Without integration to back-end legacy systems, your whizzy Web
front-end will fail to deliver. Julia Vowler reports
The letter 'e', as in e-commerce, has assumed magical
proportions in business, but if companies are to derive any real
value from the Internet, says Winfried Bungert, department director
of consultancy IDS Scheer, the 'e' needs to change to the letter
'i'.
But that 'i' does not, he emphasises, stand for Internet. What
organisations need, says Bungert, is not electronic commerce but
integrated commerce.
"I-commerce is simply the synergy between e-commerce and supply
chain management," he says. "It incorporates the integrated
customer and supplier relationships embedded in e-commerce,
combining them with other sales and marketing channels."
The biggest mistake Bungert sees in companies heading for
e-business - apart from not drawing up a hard-edged e-business plan
- is ignoring the 'i' in e-commerce.
"In the very first stages of an e-business project you have to
consider what happens to the legacy systems when you do
e-business," he says.
"The information you need [to fulfil the transaction] is stored
in legacy systems. If there is no interface providing that
information to the Web front-end, you can't offer good services and
products over the Web."
But one of the main reasons no one wants to hear this is because
interfacing to legacy systems is neither cheap nor swift.
"Building the front-end of e-business is cheap - it's very
low-cost to do the interface to the client. Doing the back end is
expensive," says Bungert.
Expect, he warns, to spend 10% of the cost on the front-end, and
90% on the back-end. Unfortunately, there is no way to avoid
spending money on interfacing to old systems.

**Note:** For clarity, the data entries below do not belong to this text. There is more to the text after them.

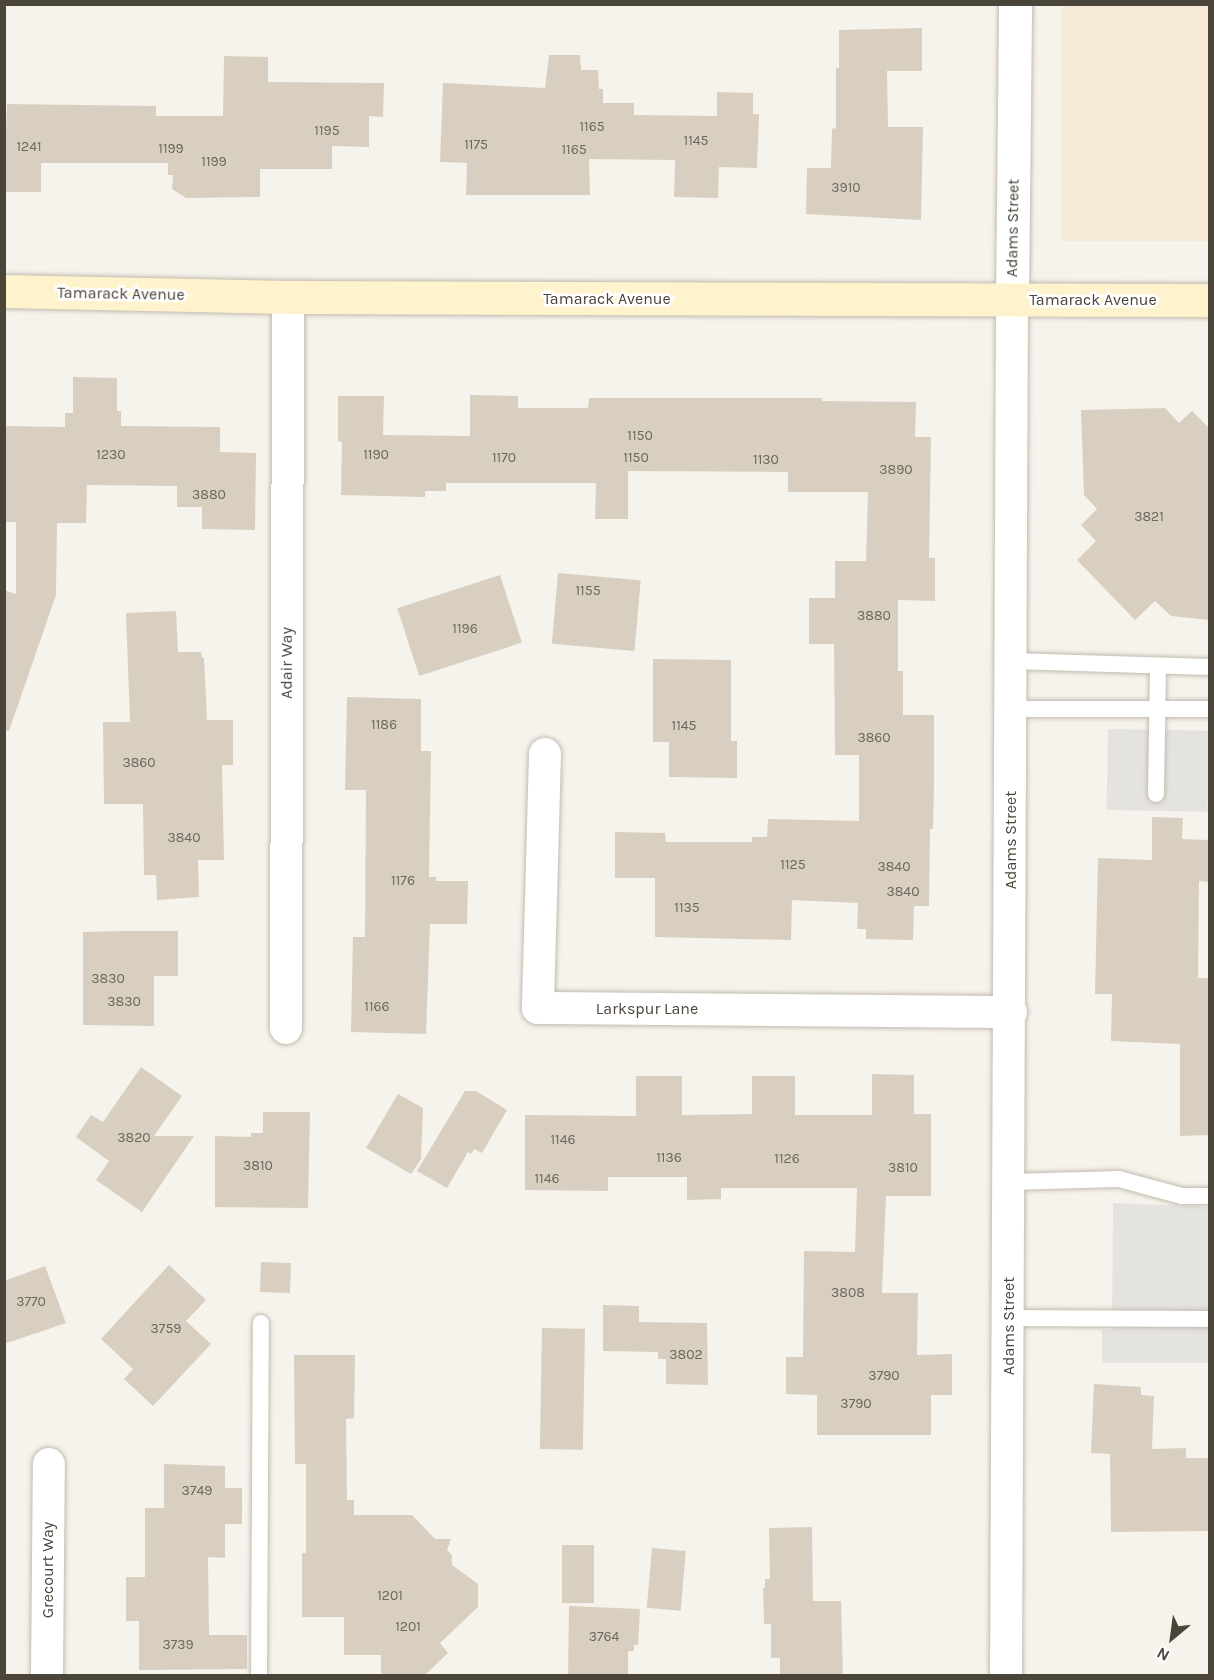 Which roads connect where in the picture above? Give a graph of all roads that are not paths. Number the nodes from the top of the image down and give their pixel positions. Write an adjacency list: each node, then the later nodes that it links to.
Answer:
1 (1015, 4): 4 (street, Adams Street)
2 (4, 291): 3 (main road, Tamarack Avenue)
3 (288, 297): 4 (main road, Tamarack Avenue); 15 (street, Adair Way)
4 (1012, 300): 5 (main road, Tamarack Avenue); 6 (street, Adams Street)
5 (1209, 300)
6 (1011, 661): 7 (lane); 9 (street, Adams Street)
7 (1158, 666): 8 (lane); 10 (lane)
8 (1209, 667)
9 (1011, 709): 10 (lane); 14 (street, Adams Street)
10 (1158, 709): 11 (lane); 13 (lane)
11 (1209, 709)
12 (545, 754): 14 (street, Larkspur Lane)
13 (1156, 795)
14 (1011, 1012): 16 (street, Adams Street)
15 (286, 1028)
16 (1010, 1182): 17 (lane); 18 (street, Adams Street)
17 (1209, 1196)
18 (1009, 1318): 19 (lane); 24 (street, Adams Street)
19 (1209, 1319)
20 (261, 1323): 23 (lane)
21 (49, 1464): 22 (street, Grecourt Way)
22 (47, 1676)
23 (260, 1676)
24 (1006, 1676)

Money saved on
integrating the Web front-end with core production systems will
only be spent on keeping a whole lot of manual workarounds in
place.
The typical e-business workaround is to translate a "yes I want
to transact" click on a Web screen into an e-mail, which is sent to
the corporate call centre and the transaction details rekeyed into
the systems manually for the legacy systems to execute in the
normal way.
What you save in interface development costs you spend on
increased operational costs. "If you spin off your e-business
you'll need to build up a complete second sales channel with its
own IT systems which is even more expensive," warns Bungert.
Sadly, it's almost inevitable that the degree of integration
between the new Web-channels and the existing operational
infrastructure will be built as the familiar rush-jobs of
point-to-point connections that will inevitably create another
layer of unmaintainable legacy middleware.